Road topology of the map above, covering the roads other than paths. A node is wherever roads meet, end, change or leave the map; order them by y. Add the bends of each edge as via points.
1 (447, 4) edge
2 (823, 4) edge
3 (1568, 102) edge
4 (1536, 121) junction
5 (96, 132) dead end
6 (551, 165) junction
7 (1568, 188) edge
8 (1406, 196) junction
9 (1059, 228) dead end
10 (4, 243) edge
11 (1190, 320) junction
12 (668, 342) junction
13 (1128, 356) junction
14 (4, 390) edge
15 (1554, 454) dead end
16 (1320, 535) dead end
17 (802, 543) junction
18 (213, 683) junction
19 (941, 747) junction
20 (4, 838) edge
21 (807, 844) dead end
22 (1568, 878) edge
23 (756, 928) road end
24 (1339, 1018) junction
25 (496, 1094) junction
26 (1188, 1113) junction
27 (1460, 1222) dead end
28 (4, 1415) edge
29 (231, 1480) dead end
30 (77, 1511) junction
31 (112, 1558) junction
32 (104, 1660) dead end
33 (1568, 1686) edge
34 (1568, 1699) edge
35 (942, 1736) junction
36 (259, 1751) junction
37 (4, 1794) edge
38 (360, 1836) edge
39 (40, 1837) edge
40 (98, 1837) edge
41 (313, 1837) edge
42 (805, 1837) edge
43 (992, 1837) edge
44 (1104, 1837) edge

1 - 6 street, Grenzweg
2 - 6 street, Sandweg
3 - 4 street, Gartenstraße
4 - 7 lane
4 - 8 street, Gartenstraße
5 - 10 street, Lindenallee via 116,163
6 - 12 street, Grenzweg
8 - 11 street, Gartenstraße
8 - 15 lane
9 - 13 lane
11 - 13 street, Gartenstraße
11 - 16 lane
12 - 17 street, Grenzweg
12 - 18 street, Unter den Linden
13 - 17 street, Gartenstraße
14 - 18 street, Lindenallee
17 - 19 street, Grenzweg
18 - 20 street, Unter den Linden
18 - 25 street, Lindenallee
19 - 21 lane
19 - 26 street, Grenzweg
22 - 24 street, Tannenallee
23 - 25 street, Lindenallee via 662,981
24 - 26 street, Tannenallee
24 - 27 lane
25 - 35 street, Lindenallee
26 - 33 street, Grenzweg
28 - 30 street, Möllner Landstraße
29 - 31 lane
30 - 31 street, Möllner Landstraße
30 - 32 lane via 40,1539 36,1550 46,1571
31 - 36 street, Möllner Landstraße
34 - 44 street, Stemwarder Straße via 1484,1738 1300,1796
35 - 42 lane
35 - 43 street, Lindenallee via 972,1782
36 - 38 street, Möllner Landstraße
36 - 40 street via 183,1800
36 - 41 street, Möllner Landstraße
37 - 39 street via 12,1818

--------

→ WHAT TO WORK ON
Filter the records down to the lines that contain the string "Unter", and copy those lines.

→ SOLUTION FOR THIS TASK
12 - 18 street, Unter den Linden
18 - 20 street, Unter den Linden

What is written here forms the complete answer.